# Effect inference with timeseries data

In this notebook, we will look at an example of causal effect inference from timeseries data. We will use DoWhy's functionality to add temporal dependencies to a causal graph and estimate causal effect based on the augmented graph.  

In [None]:
import networkx as nx
import pandas as pd
from dowhy.utils.timeseries import create_graph_from_csv,create_graph_from_user
from dowhy.utils.plotting import plot, pretty_print_graph

## Loading timeseries data and causal graph

In [None]:
# read the dataframe in a csv format from the user
dataset_path="../datasets/temporal_dataset.csv"
dataframe=pd.read_csv(dataset_path)

In temporal causal inference, accurately estimating causal effects often requires accounting for time lags between nodes in a graph. For instance, if $node_1$ influences $node_2$ with a time lag of 5 timestamps, we represent this dependency as $node_1(t-5)$ -> $node_2(t)$.

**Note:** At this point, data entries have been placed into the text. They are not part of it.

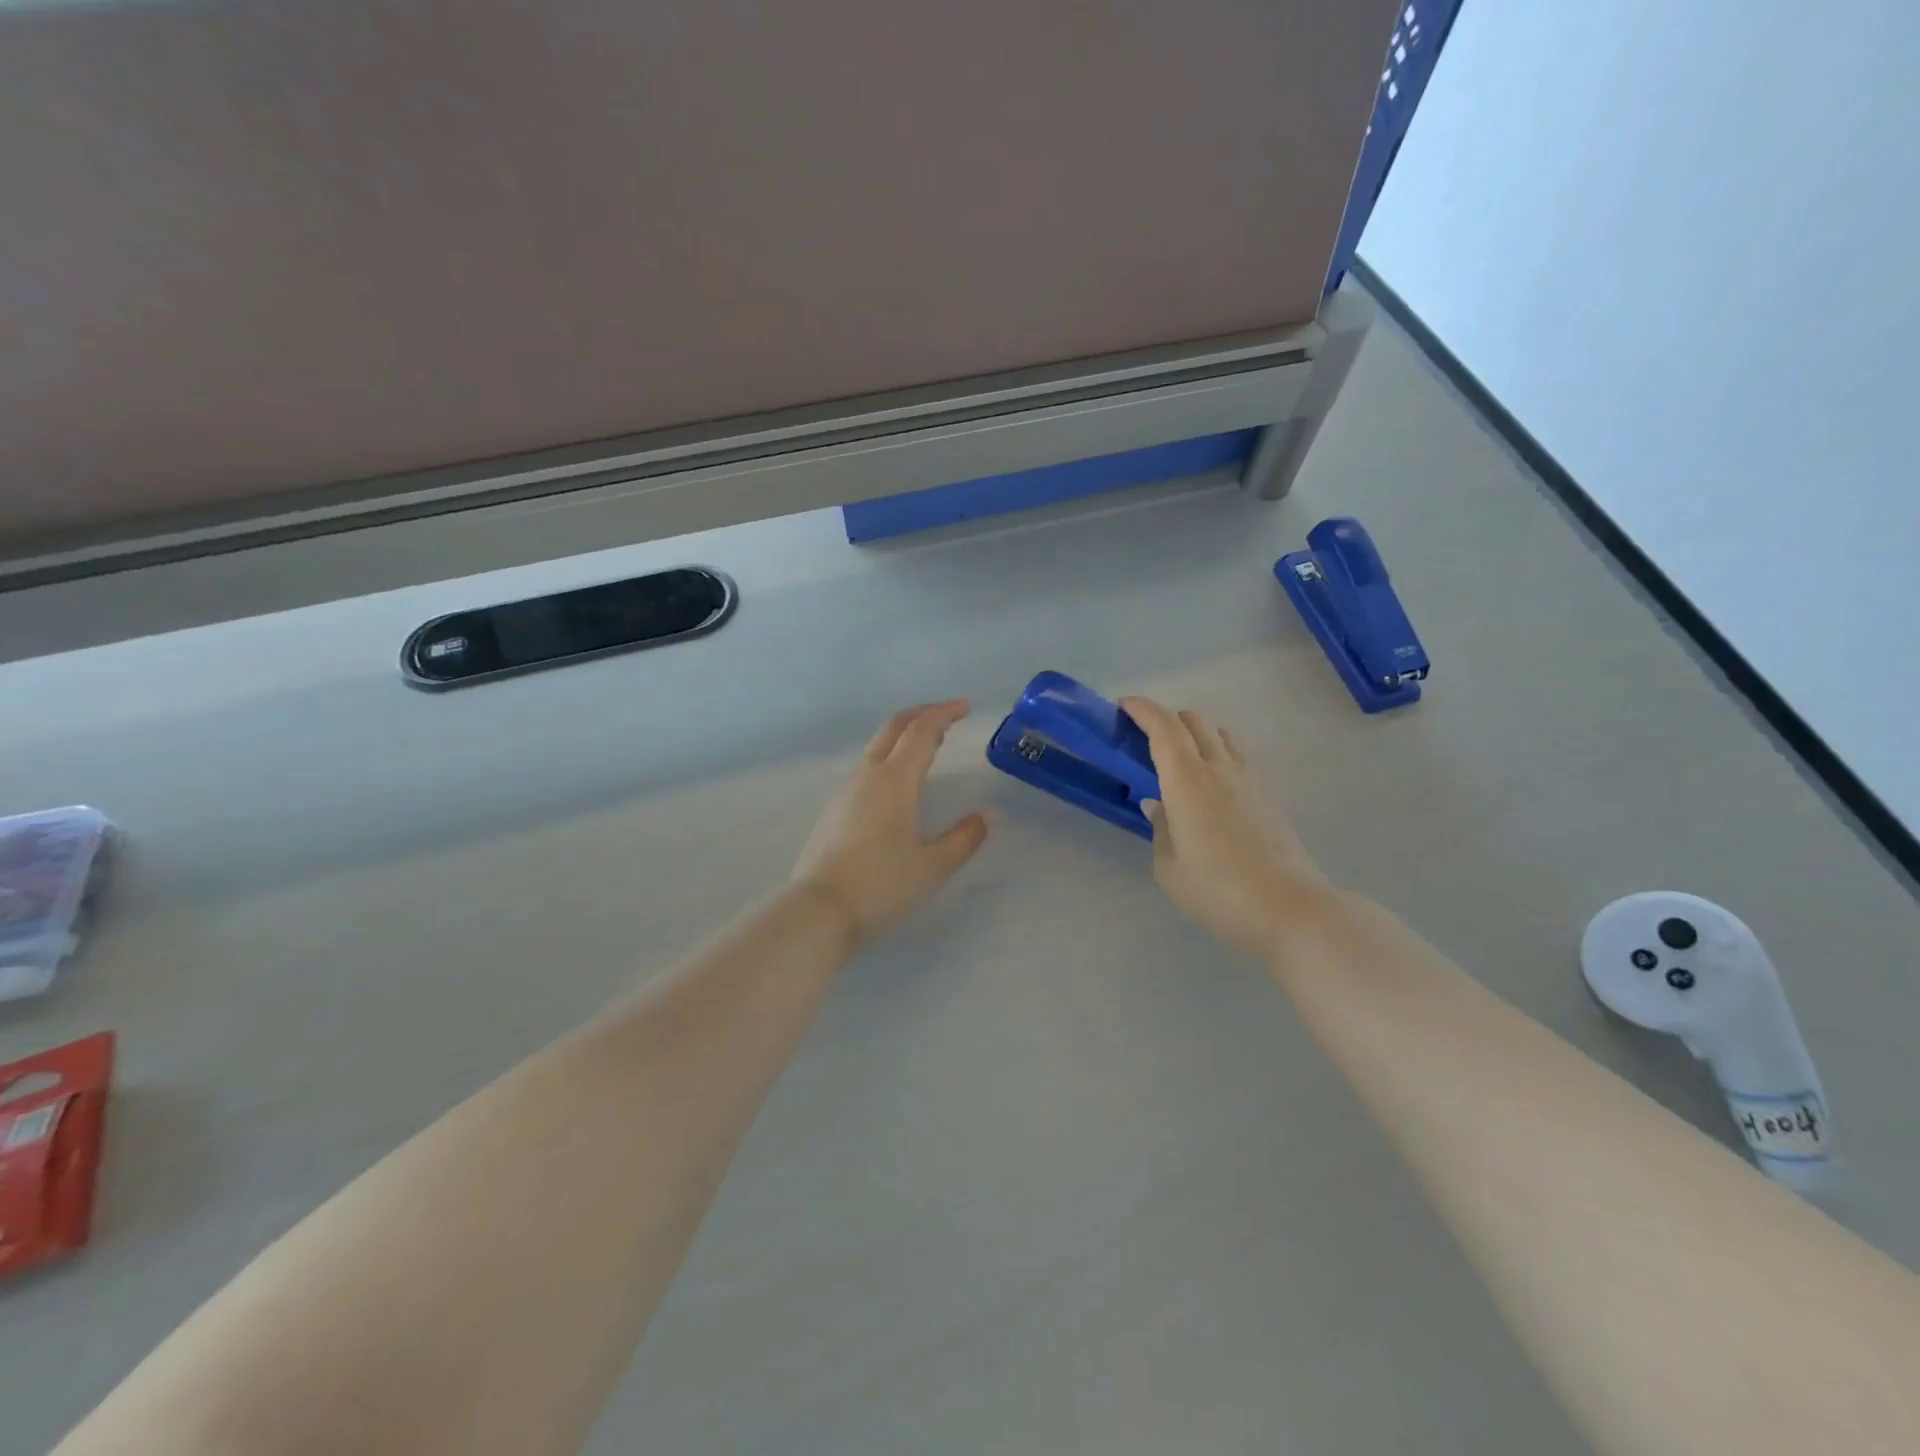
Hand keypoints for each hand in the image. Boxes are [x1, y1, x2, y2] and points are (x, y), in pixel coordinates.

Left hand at [791, 700, 989, 945]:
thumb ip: (963, 839)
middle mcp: (868, 775)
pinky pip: (867, 768)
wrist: (818, 911)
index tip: (965, 707)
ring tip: (928, 747)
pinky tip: (899, 784)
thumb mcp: (933, 866)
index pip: (922, 731)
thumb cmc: (881, 886)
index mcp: (895, 780)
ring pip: (877, 747)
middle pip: (894, 728)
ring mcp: (846, 791)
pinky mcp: (834, 809)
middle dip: (922, 714)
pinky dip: (890, 758)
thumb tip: (984, 817)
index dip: (944, 713)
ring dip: (904, 736)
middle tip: (948, 716)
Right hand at [1120, 697, 1329, 955]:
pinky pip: (1237, 756)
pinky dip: (1216, 753)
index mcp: (1187, 781)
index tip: (1123, 706)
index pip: (1163, 727)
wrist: (1290, 909)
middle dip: (1164, 719)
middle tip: (1143, 739)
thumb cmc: (1218, 890)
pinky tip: (1209, 785)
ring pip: (1219, 734)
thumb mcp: (1169, 868)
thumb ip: (1160, 828)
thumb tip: (1157, 804)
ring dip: (1194, 734)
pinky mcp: (1267, 796)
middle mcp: (1219, 769)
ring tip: (1178, 761)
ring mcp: (1248, 780)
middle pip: (1193, 721)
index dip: (1142, 709)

We can provide the causal graph as a networkx DAG or as a dot file. The edge attributes should mention the maximum `time_lag` that is associated with each edge (if any).

In [None]:
from dowhy.utils.timeseries import create_graph_from_dot_format

file_path = "../datasets/temporal_graph.dot"

graph = create_graph_from_dot_format(file_path)
plot(graph)


We can also create a csv file with the edges in the temporal graph. The columns in the csv are node1, node2, time_lag which represents an directed edge node1 -> node2 with the time lag of time_lag. Let us consider the following graph as the input:

| node1  | node2  | time_lag |
|--------|--------|----------|
| V1     | V2     | 3        |
| V2     | V3     | 4        |
| V5     | V6     | 1        |
| V4     | V7     | 4        |
| V7     | V6     | 3        |

In [None]:
# Input a csv file with the edges in the graph with the columns: node_1,node_2,time_lag
file_path = "../datasets/temporal_graph.csv"

# Create the graph from the CSV file
graph = create_graph_from_csv(file_path)
plot(graph)

## Dataset Shifting and Filtering

To prepare the dataset for temporal causal inference, we need to shift the columns by the given time lag.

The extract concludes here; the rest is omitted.